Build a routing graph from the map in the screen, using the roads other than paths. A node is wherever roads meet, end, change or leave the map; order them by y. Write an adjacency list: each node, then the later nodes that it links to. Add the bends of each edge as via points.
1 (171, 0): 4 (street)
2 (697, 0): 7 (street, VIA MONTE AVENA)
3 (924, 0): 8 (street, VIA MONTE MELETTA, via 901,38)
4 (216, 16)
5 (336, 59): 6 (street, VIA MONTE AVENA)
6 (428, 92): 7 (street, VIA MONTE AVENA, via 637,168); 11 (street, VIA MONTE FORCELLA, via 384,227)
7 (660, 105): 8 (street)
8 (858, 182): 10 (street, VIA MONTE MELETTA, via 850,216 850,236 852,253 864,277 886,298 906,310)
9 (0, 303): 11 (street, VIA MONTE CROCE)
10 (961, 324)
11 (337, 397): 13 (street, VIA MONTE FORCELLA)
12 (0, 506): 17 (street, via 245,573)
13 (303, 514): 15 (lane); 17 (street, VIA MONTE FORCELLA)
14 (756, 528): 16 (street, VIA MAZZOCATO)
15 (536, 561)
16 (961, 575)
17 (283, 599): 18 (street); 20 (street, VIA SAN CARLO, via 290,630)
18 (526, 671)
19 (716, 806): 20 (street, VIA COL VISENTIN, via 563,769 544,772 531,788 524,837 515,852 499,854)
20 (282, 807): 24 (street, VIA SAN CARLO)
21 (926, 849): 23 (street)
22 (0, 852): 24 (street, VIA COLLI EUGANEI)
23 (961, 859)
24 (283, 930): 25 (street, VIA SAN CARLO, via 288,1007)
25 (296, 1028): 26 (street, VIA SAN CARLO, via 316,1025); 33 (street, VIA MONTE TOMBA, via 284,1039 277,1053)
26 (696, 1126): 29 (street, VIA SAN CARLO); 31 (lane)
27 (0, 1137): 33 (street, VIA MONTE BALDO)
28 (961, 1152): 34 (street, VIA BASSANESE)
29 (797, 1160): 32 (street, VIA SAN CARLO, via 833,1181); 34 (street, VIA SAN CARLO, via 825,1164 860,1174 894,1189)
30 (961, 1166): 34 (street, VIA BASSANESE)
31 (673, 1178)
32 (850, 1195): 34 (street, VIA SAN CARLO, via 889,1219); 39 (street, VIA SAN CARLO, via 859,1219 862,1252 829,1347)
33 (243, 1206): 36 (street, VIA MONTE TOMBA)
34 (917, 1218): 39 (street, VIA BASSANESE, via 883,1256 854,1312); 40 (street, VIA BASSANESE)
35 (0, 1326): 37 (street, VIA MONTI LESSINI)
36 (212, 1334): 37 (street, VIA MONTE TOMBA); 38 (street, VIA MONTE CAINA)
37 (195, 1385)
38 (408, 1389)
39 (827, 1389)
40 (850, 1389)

Work instructions -> Only the count is wanted. Find the lines of the records that include the word "FORCELLA" and state how many.

Answer box -> 3